なでしこの時はこれが当たり前だったけど、今は暫らくなぎひことして一緒にいた所為でどきっとしてしまう。
「なでしこぉ、会いたかったよぉ〜。」
「私もよ、あむちゃん。」
「何で連絡くれなかったの?」
「ごめんなさい、お稽古が忙しくって。」
「むー。‥でもまた会えて嬉しいっ!」
あむちゃんは再度僕に抱き付いた。すりすりと頬を寄せて甘えてくる。
‥‥なんですか。
何でこんなに可愛いんだよぉ!!
僕は胸の内で葛藤に耐えた。
「ね、なでしこ。今ひま?」
「え?‥えぇ、時間は空いているわよ。」
あむちゃんの問いかけで僕は我に返って、少し間を開けて返事をした。
僕の答えを聞いて、あむちゃんはきらきらと言うより、‥‥何だか熱っぽい視線で僕を見つめてきた。
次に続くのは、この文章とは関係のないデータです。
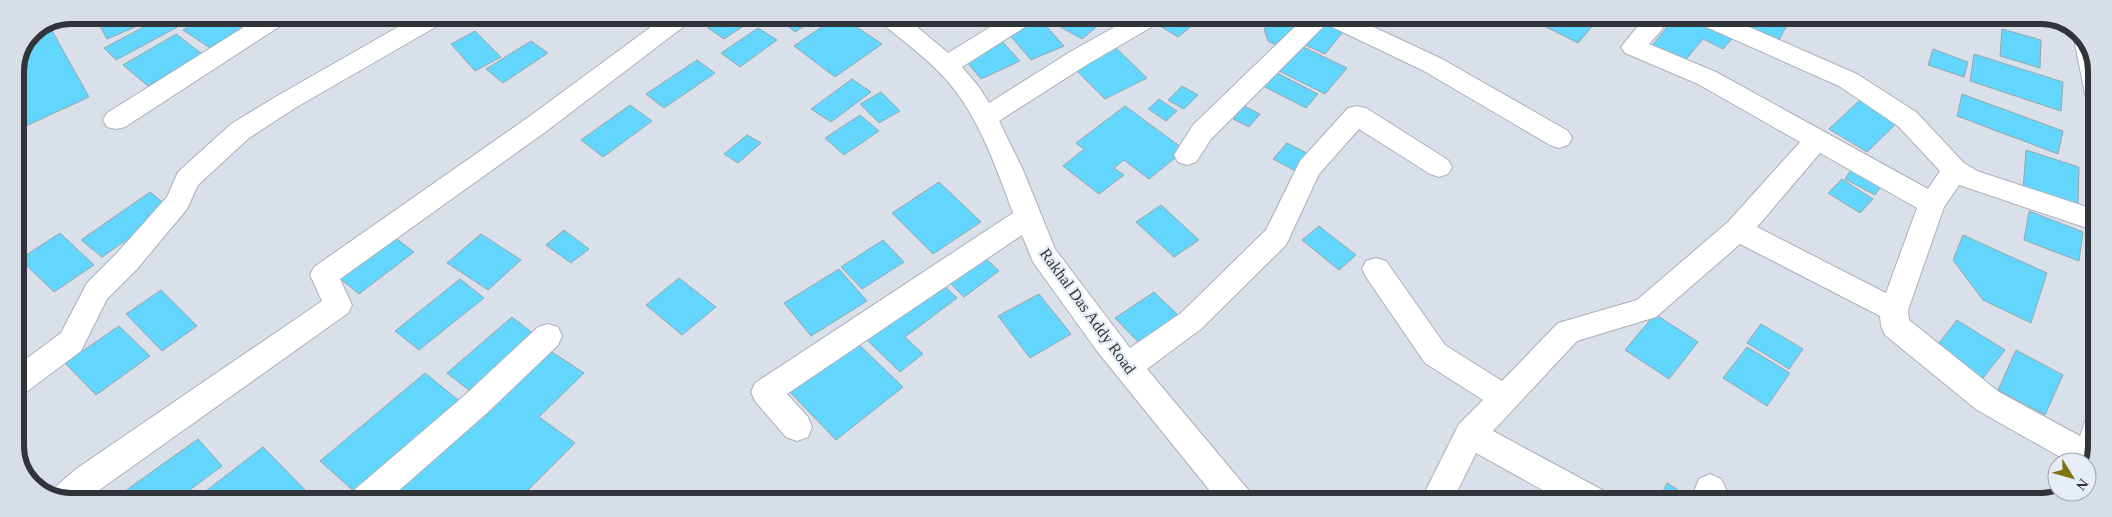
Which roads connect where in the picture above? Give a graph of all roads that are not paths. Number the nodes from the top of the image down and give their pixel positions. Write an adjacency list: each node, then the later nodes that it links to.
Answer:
1 (266, 24): 13 (street)
2 (397, 24): 27 (street)
3 (670, 24): 32 (street)
4 (897, 24): 11 (street, Rakhal Das Addy Road)
5 (1012, 24): 11 (street)
6 (1138, 24): 12 (street)
7 (1312, 24): 16 (street)
8 (1347, 24): 14 (street)
9 (1653, 24): 15 (street)
10 (1721, 24): 18 (street)
11 (947, 65): 12 (street, Rakhal Das Addy Road)
12 (985, 118): 20 (street, Rakhal Das Addy Road)
13 (116, 120)
14 (1559, 138)
15 (1817, 139): 19 (street); 22 (street)
16 (1187, 155)
17 (1439, 167): 26 (street)
18 (1955, 170): 19 (street); 21 (street)
19 (1932, 204): 24 (street)
20 (1028, 217): 26 (street, Rakhal Das Addy Road); 29 (street)
21 (2088, 217)
22 (1738, 230): 24 (street); 28 (street)
23 (1376, 269): 28 (street)
24 (1894, 310): 31 (street)
25 (548, 336): 33 (street)
26 (1128, 366): 34 (street, Rakhal Das Addy Road)
27 (24, 377)
28 (1504, 398): 30 (street)
29 (797, 427)
30 (1470, 434): 35 (street); 36 (street)
31 (2088, 450)
32 (70, 493)
33 (373, 493)
34 (1232, 493)
35 (1440, 493)
36 (1578, 493)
「じゃ、じゃあさ‥、一緒に、出掛けない?‥‥その、2人で‥。」
‥‥‥むり。
‥‥ていうか、本当に無自覚?
可愛すぎるんだってあむちゃーん!!
僕は言葉も出ず、あむちゃんの熱い視線を受け止めるのに必死だった。
「なでしこ?‥‥やっぱり、むり?」
「いや全然大丈夫!‥いえ、大丈夫よ。一緒に出掛けましょう、あむちゃん。」
「ほんと?!嬉しいっ!」
ぎゅううっと抱き付いてくるあむちゃんは、さっきの僕の口調に気付いてないみたいだ。
ほっと安心するのも束の間、こんなに可愛いあむちゃんと2人で出掛けるなんて、‥僕は大丈夫なんだろうか、と心配になった。
「あむ。じゃあ私、先に帰るわね。」
「あ、りまごめんね。今度埋め合わせするから。」
「じゃあまたね、あむ。‥頑張ってね。な・で・し・こ・さん。」
りまちゃんは僕に冷たい視線を送ってから舞台を去っていった。
あむちゃんは不思議そうに、僕とりまちゃんを交互に見る。
「ねぇ、頑張ってって何の事かな?」
「さ、さぁ、何の事かしらね。」
「んー、まぁいいや!行こうっ!なでしこ!」
「‥えぇ。」
あむちゃんは僕から離れて、片手をするりと僕の手に絡ませた。
それも、俗に言う恋人繋ぎで。
‥‥僕、頑張れ。
2人きりのお出掛けは、まだ始まったばかりだ。